Deri yaralarına hyalüronik asit uygulandığında yaraların boyutunun azaldığı gözlemlenmiştir. Hyalüronik asit aynı zamanda antibakteriyel özelliklere de sahiptir, bu nedenle doğrudan açık yaralara uygulandığında enfeksiyon riskini azaltmaya yardımcı olabilir. Dahası, diş eti hastalığına karşı mücadelede, diş ameliyatından sonra iyileşmeyi hızlandırma ve topikal olarak ağızda kullanıldığında ülserleri ortadan kaldırmada da etkilidir.
Azalan Eklem Ağrısı
Vücudumuzda bulunan sinovyal sıvı eklemleri yağlar ve yastık görevi görür. Bu sıvının içeriğinde hiyalüronik asit bulunur (1). Zamanla sinoviyal sıvıdaki hyalüronik asit parçalanır ve bu da eklem ağrısı ve sertliğine sebep olur. En az iki ay boyunca günde 80-200 mg hiyalüronik asit tüketiminin, 40-70 yaşları arasındaki hastalarda diz ağrısını önemli ölçüde azalttığı gözlemlenmiştir (2,3,4).

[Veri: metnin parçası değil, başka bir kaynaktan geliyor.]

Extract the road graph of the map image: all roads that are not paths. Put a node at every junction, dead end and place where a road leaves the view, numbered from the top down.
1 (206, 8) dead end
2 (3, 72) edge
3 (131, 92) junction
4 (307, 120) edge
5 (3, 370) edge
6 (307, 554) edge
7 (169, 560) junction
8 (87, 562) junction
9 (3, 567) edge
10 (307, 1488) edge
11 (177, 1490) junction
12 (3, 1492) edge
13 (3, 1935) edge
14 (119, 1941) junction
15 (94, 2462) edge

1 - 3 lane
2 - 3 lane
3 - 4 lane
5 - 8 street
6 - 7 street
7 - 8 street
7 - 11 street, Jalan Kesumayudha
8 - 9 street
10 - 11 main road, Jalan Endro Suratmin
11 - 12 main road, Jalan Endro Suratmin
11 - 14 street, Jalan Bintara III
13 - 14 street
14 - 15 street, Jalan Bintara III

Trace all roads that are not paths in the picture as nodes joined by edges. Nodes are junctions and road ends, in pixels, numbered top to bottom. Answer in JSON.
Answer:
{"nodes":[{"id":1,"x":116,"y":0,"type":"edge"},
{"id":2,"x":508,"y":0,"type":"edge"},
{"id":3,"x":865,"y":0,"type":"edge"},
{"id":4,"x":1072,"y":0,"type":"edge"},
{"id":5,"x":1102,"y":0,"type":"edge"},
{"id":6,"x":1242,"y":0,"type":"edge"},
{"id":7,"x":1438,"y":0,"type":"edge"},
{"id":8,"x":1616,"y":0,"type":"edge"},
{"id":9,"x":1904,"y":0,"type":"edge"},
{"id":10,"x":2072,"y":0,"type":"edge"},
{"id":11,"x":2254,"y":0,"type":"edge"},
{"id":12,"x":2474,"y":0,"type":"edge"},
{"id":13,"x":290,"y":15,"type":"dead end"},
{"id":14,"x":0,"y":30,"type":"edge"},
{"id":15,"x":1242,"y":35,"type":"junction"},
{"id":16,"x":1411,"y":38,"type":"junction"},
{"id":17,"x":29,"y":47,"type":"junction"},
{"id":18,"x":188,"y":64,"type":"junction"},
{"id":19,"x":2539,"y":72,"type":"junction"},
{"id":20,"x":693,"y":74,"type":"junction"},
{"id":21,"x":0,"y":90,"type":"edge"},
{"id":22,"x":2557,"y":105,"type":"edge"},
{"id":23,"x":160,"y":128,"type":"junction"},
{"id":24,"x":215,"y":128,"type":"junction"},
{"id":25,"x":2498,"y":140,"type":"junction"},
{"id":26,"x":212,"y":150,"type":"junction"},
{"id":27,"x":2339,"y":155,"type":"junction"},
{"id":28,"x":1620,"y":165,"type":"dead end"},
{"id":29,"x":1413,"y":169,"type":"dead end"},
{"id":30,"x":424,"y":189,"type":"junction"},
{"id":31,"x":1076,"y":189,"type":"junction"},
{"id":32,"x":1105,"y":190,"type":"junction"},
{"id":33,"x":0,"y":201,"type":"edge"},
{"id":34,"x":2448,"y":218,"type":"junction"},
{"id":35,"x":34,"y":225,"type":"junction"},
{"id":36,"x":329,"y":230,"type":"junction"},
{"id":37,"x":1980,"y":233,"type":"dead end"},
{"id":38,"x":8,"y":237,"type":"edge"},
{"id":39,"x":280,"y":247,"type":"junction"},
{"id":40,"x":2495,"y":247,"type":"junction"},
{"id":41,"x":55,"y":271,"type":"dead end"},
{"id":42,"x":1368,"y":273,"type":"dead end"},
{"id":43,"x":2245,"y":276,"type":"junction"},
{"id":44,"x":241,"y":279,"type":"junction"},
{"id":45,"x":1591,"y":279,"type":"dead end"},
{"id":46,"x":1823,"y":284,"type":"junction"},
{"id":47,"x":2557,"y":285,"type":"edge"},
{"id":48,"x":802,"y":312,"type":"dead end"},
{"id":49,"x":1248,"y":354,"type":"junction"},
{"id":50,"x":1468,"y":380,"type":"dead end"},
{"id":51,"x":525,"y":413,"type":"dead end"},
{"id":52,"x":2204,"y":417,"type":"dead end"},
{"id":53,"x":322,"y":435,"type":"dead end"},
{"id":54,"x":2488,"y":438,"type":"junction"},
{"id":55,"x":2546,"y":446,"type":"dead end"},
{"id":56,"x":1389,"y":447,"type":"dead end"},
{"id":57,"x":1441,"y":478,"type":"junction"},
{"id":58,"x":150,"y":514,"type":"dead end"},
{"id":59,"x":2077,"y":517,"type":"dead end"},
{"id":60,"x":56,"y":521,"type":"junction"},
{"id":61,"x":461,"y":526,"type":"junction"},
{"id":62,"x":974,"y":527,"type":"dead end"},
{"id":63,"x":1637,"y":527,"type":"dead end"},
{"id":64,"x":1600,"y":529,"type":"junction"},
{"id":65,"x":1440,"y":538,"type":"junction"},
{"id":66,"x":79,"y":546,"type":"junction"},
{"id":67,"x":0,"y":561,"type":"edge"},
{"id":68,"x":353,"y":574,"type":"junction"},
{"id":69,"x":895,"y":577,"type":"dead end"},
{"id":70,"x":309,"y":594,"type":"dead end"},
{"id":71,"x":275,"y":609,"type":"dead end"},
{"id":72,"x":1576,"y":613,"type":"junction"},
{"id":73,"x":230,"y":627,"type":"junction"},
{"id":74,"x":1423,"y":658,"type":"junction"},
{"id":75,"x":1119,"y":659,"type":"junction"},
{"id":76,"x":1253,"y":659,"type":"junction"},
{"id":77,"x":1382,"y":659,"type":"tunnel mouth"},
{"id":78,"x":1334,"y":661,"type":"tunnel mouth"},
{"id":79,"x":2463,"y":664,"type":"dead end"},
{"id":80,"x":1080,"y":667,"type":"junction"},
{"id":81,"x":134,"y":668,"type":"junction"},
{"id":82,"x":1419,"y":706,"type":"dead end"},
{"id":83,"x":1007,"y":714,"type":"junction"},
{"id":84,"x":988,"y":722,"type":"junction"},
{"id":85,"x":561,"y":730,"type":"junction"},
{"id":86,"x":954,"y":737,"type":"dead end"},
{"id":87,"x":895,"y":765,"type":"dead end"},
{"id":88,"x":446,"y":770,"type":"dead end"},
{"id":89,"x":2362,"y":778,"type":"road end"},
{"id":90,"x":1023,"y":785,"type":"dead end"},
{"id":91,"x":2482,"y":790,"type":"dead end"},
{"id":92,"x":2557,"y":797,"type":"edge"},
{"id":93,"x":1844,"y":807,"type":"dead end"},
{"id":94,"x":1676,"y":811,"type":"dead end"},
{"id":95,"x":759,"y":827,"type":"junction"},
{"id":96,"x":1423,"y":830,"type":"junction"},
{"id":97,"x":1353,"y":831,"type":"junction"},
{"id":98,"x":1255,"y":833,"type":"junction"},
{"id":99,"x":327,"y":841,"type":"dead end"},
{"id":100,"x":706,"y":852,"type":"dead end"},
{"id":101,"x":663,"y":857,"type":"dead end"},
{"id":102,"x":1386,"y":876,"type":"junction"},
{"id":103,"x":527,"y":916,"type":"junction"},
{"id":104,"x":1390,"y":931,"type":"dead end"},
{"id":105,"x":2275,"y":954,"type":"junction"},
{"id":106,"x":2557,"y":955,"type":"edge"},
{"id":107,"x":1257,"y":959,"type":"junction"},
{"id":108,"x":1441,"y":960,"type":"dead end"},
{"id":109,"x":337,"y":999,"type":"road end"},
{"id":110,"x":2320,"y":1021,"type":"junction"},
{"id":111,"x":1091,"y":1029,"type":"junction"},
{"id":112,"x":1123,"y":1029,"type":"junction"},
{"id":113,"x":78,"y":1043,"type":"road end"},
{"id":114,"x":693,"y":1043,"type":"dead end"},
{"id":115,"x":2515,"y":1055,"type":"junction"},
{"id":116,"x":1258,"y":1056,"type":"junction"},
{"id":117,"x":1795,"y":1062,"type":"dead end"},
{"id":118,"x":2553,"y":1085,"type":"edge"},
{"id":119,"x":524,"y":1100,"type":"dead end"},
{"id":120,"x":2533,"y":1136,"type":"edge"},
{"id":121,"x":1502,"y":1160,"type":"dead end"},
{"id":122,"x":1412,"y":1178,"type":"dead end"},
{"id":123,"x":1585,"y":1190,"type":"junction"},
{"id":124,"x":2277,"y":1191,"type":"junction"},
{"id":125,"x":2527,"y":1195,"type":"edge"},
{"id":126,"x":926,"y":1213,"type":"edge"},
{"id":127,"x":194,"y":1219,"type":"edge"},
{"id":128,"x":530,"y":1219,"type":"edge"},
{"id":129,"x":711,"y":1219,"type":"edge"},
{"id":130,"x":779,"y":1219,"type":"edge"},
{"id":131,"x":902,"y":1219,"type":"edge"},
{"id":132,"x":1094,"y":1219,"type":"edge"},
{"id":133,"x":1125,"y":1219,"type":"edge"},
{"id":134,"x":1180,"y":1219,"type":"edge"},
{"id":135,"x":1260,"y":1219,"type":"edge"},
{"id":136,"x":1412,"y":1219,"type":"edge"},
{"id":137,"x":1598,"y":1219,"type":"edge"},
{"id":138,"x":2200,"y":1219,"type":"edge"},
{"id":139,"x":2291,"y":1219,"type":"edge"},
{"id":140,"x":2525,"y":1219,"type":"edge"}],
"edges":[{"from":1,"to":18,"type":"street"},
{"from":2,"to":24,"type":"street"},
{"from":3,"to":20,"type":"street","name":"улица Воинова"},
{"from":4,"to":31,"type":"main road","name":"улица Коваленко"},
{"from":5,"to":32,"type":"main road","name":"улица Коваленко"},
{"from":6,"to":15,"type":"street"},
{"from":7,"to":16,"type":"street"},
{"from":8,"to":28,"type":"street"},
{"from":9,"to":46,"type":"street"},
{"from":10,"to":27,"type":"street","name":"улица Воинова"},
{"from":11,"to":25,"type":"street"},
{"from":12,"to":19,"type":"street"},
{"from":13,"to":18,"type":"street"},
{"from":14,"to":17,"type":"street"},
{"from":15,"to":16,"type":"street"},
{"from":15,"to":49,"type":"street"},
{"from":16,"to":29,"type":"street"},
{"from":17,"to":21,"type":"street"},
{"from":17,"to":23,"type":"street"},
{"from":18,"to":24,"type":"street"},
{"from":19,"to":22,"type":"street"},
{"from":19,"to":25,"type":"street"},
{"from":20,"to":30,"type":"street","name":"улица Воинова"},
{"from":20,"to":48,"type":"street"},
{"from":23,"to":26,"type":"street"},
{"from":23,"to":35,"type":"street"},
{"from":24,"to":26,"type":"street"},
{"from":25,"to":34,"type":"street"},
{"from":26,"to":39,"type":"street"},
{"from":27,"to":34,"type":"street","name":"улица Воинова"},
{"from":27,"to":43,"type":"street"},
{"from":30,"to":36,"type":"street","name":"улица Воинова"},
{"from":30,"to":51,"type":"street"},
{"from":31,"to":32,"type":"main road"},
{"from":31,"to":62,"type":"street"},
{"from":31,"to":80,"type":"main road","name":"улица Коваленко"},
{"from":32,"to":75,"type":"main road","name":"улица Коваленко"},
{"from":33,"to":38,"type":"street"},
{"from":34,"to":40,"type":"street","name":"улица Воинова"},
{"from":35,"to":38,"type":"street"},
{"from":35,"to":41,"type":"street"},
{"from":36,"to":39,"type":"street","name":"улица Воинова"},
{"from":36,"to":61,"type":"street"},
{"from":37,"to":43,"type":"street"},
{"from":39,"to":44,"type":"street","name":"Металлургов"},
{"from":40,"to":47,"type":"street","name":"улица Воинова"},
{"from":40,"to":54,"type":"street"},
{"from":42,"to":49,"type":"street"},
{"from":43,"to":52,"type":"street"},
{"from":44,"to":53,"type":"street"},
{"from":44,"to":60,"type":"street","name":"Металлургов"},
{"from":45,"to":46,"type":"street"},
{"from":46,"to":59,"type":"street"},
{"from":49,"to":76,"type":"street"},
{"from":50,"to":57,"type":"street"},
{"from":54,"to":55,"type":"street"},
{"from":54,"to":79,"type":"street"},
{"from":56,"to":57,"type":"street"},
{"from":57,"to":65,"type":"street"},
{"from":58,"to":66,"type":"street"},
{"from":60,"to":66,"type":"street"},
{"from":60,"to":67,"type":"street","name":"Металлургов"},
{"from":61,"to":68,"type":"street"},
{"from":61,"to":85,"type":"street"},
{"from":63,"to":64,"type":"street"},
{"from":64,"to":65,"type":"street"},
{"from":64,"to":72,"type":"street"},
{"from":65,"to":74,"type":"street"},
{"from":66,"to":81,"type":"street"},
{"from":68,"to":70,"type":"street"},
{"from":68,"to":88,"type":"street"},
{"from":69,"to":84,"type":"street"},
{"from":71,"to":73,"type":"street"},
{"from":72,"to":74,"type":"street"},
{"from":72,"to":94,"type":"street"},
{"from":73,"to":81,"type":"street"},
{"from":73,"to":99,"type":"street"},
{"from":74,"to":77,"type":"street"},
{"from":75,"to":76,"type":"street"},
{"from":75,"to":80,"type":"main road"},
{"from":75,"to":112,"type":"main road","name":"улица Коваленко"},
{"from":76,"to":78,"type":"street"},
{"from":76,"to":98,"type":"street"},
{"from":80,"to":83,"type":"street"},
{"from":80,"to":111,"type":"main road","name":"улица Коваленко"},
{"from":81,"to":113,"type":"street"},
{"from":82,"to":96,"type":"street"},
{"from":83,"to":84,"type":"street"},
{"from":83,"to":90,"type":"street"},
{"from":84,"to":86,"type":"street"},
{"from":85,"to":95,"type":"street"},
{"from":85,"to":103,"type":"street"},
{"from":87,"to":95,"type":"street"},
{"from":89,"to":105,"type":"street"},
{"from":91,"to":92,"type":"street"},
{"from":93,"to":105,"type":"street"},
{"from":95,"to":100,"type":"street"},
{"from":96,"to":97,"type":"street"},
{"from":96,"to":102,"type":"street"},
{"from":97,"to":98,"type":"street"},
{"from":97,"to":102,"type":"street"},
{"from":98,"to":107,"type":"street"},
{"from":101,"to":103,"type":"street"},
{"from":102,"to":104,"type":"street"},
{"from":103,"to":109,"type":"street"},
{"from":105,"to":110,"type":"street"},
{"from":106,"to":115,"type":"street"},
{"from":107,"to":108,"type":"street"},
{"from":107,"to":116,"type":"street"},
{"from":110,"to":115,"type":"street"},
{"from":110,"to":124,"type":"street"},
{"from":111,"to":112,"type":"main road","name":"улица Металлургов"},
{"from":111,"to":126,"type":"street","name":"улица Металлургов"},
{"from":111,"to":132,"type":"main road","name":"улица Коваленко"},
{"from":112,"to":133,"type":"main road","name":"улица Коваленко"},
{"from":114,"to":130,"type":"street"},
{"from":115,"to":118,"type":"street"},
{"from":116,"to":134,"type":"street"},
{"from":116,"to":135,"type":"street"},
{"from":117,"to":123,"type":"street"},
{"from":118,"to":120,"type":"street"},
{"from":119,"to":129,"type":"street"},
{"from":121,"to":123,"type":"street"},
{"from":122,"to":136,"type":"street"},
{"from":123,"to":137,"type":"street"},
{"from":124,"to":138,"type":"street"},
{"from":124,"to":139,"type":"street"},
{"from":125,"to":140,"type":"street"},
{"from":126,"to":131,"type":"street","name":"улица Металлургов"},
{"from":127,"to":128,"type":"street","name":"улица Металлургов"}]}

Hyalüronik asit ayrıca ağrıyı hafifletmek için doğrudan eklemlere enjekte edilebilir. Fakat, 12.000’den fazla yetişkinle yapılan bir araştırmada bu uygulamanın ağrıda hafif bir azalma sağladığı ve daha büyük yan etkilerle karşılaşıldığı gözlemlenmiştir.
Göz Kuruluğuna Son
Yedi yetişkinden yaklaşık 1’i göz sıvısının yani gözyaşlarının azalması nedeniyle kuru göz semptomlarından şikayetçidir (5). Hyalüronik asit nemi tutmakta mükemmel olduğundan, genellikle kuru göz tedavisinde kullanılır.
% 0.2-0.4 hyalüronik asit içeren göz damlalarının kuru göz semptomlarını azalttığı ve göz sağlığını iyileştirdiği bilinir. Hiyalüronik asit içeren kontakt lensler de kuru göz için olası bir tedavi olarak gelişim aşamasındadır (6,7).
Ek olarak, hyalüronik asit içeren göz damlaları, göz ameliyatı sırasında iltihabı azaltmak ve yara iyileşmesini hızlandırmak için sıklıkla kullanılır (8,9).
Hyalüronik Asit Kullanımı ve Olası Yan Etkiler
Vücut doğal olarak hiyalüronik asit ürettiğinden, bu madde nadiren ciddi yan etkilere veya alerjik reaksiyonlara neden olur. Bununla birlikte, anafilaksi gibi ciddi alerjik reaksiyon öyküsü olan kişiler, hyalüronik asit kullanırken dikkatli olmalıdır.
Hamilelik sırasında ve emzirme döneminde etkileri bilinmemektedir, bu nedenle kadınlar bu zamanlarda hiyalüronik asit takviyeleri almaktan kaçınmalıdır.
Diğer takviyelerde olduğu gibi hyalüronik asit takviyeleri için de size uygun ve doğru olup olmadığı hakkında doktorunuzla görüşebilirsiniz.